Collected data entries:
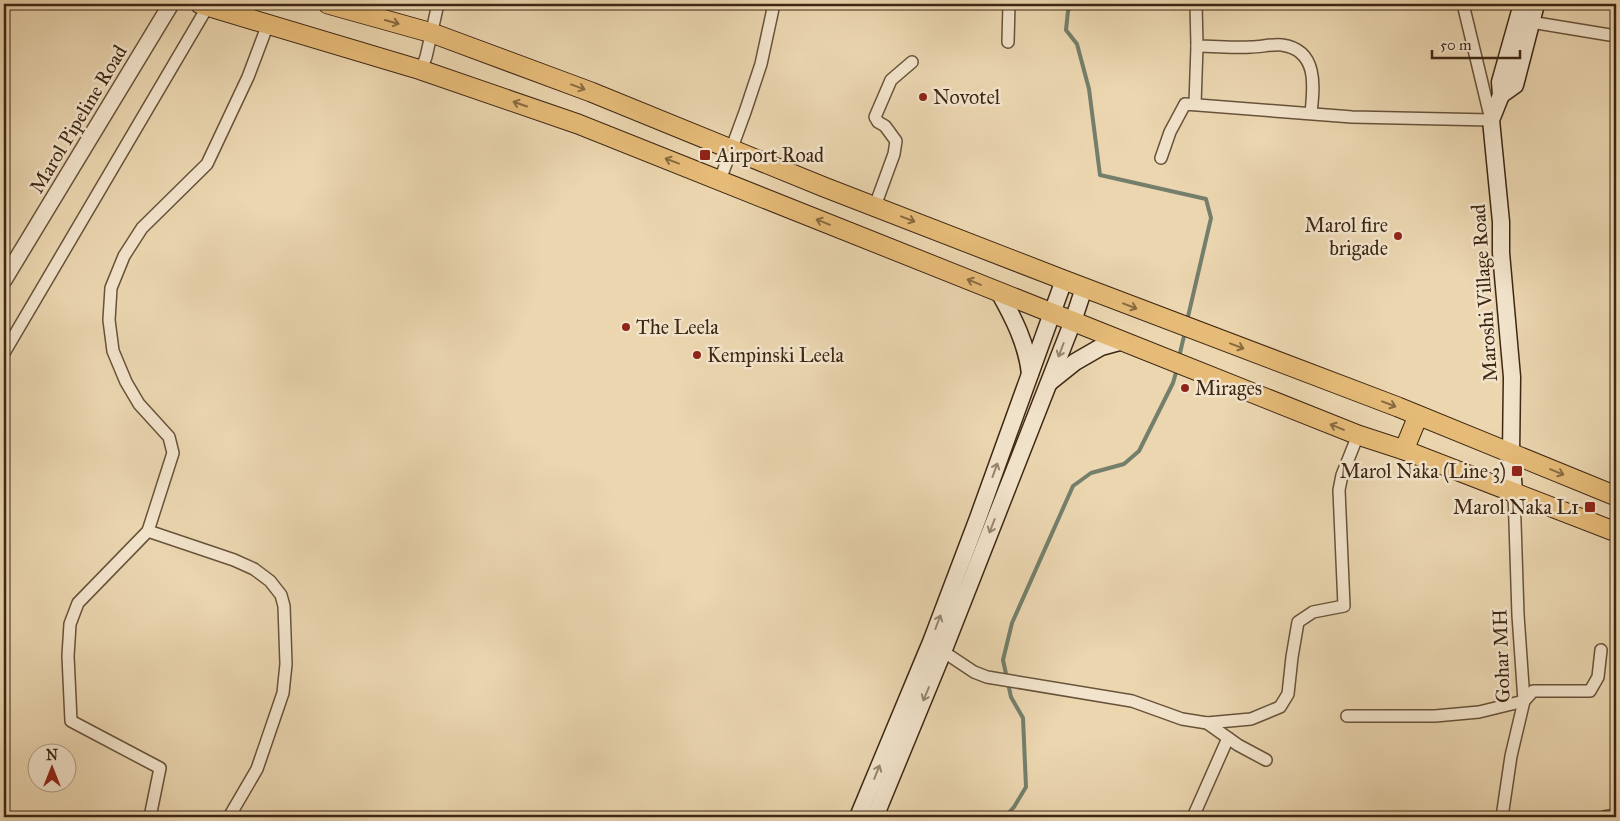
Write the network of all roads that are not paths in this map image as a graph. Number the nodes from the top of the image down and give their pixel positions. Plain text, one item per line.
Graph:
1 (171, 4) edge
2 (328, 4) edge
3 (438, 4) edge
4 (774, 4) edge
5 (1009, 4) edge
6 (1196, 4) edge
7 (1463, 4) edge
8 (1522, 4) edge
9 (1536, 4) edge
10 (204, 5) edge
11 (1524, 21) junction
12 (268, 24) junction
13 (432, 33) junction
14 (1616, 36) edge
15 (1008, 42) dead end
16 (1197, 46) junction
17 (912, 62) dead end
18 (421, 70) junction
19 (1195, 104) junction
20 (1311, 113) junction
21 (1491, 120) junction
22 (731, 149) junction
23 (1161, 158) dead end
24 (720, 180) junction
25 (875, 206) junction
26 (4, 280) edge
27 (1064, 280) junction
28 (1084, 288) junction
29 (999, 292) junction
30 (1052, 313) junction
31 (1073, 321) junction
32 (1123, 341) junction
33 (4, 353) edge
34 (1030, 374) junction
35 (1048, 383) junction
36 (1418, 416) junction
37 (1358, 435) junction
38 (1404, 450) junction
39 (1512, 454) junction
40 (1514, 492) junction
41 (1616, 496) edge
42 (148, 531) junction
43 (1616, 532) edge
44 (937, 647) junction
45 (1601, 650) dead end
46 (1524, 701) junction
47 (1347, 716) dead end
48 (1207, 723) junction
49 (1228, 738) junction
50 (1266, 760) dead end
51 (1616, 815) edge
52 (150, 817) edge
53 (229, 817) edge
54 (858, 817) edge
55 (875, 817) edge
56 (1193, 817) edge
57 (1502, 817) edge
58 (1604, 817) edge

1 - 26 street, Marol Pipeline Road
2 -> 13 main road
3 - 13 street
4 - 22 street
5 - 15 street
6 - 16 street
7 - 21 street
8 - 11 main road, Maroshi Village Road
9 - 11 main road, Maroshi Village Road
10 - 12 main road
10 - 33 street
11 - 14 street
11 - 21 main road, Maroshi Village Road
12 - 18 main road
12 - 42 street
13 - 18 street
13 -> 22 main road
16 - 19 street
16 - 20 street
17 - 25 street
24 -> 18 main road
19 - 20 street
19 - 23 street
20 - 21 street
21 - 39 main road, Maroshi Village Road
22 - 24 street
22 - 25 main road
29 -> 24 main road
25 -> 27 main road
27 - 28 main road
27 - 30 main road
28 - 31 main road
28 -> 36 main road
29 - 30 main road
29 - 34 main road
30 - 31 main road
30 - 34 main road
31 - 32 main road
31 -> 35 main road
32 - 35 main road
37 -> 32 main road
44 -> 34 main road
35 -> 44 main road
36 - 38 main road
36 - 39 main road
37 - 38 main road
37 - 48 street
38 - 40 main road
39 - 40 main road, Maroshi Village Road
39 -> 41 main road
40 - 43 main road
40 - 46 street, Gohar MH
42 - 52 street
42 - 53 street
44 - 48 street
54 -> 44 main road
44 -> 55 main road
45 - 46 street
46 - 47 street
46 - 57 street, Gohar MH
48 - 49 street
49 - 50 street
49 - 56 street
51 - 58 street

- [Problem to work on] Copy these entries precisely and drop any picture.

- [Reply]
Write the network of all roads that are not paths in this map image as a graph. Number the nodes from the top of the image down and give their pixel positions. Plain text, one item per line.
Graph:
1 (171, 4) edge
2 (328, 4) edge
3 (438, 4) edge
4 (774, 4) edge
5 (1009, 4) edge
6 (1196, 4) edge
7 (1463, 4) edge
8 (1522, 4) edge
9 (1536, 4) edge
10 (204, 5) edge
11 (1524, 21) junction
12 (268, 24) junction
13 (432, 33) junction
14 (1616, 36) edge
15 (1008, 42) dead end
16 (1197, 46) junction
17 (912, 62) dead end
18 (421, 70) junction
19 (1195, 104) junction
20 (1311, 113) junction
21 (1491, 120) junction
22 (731, 149) junction
23 (1161, 158) dead end
24 (720, 180) junction
25 (875, 206) junction
26 (4, 280) edge
27 (1064, 280) junction
28 (1084, 288) junction
29 (999, 292) junction
30 (1052, 313) junction
31 (1073, 321) junction
32 (1123, 341) junction
33 (4, 353) edge
34 (1030, 374) junction
35 (1048, 383) junction
36 (1418, 416) junction
37 (1358, 435) junction
38 (1404, 450) junction
39 (1512, 454) junction
40 (1514, 492) junction
41 (1616, 496) edge
42 (148, 531) junction
43 (1616, 532) edge
44 (937, 647) junction
45 (1601, 650) dead end
46 (1524, 701) junction
47 (1347, 716) dead end
48 (1207, 723) junction
49 (1228, 738) junction
50 (1266, 760) dead end
51 (1616, 815) edge
52 (150, 817) edge
53 (229, 817) edge
54 (858, 817) edge
55 (875, 817) edge
56 (1193, 817) edge
57 (1502, 817) edge
58 (1604, 817) edge

1 - 26 street, Marol Pipeline Road
2 -> 13 main road
3 - 13 street
4 - 22 street
5 - 15 street
6 - 16 street
7 - 21 street
8 - 11 main road, Maroshi Village Road
9 - 11 main road, Maroshi Village Road
10 - 12 main road
10 - 33 street
11 - 14 street
11 - 21 main road, Maroshi Village Road
12 - 18 main road
12 - 42 street
13 - 18 street
13 -> 22 main road
16 - 19 street
16 - 20 street
17 - 25 street
24 -> 18 main road
19 - 20 street
19 - 23 street
20 - 21 street
21 - 39 main road, Maroshi Village Road
22 - 24 street
22 - 25 main road
29 -> 24 main road
25 -> 27 main road
27 - 28 main road
27 - 30 main road
28 - 31 main road
28 -> 36 main road
29 - 30 main road
29 - 34 main road
30 - 31 main road
30 - 34 main road
31 - 32 main road
31 -> 35 main road
32 - 35 main road
37 -> 32 main road
44 -> 34 main road
35 -> 44 main road
36 - 38 main road
36 - 39 main road
37 - 38 main road
37 - 48 street
38 - 40 main road
39 - 40 main road, Maroshi Village Road
39 -> 41 main road
40 - 43 main road
40 - 46 street, Gohar MH
42 - 52 street
42 - 53 street
44 - 48 street
54 -> 44 main road
44 -> 55 main road
45 - 46 street
46 - 47 street
46 - 57 street, Gohar MH
48 - 49 street
49 - 50 street
49 - 56 street
51 - 58 street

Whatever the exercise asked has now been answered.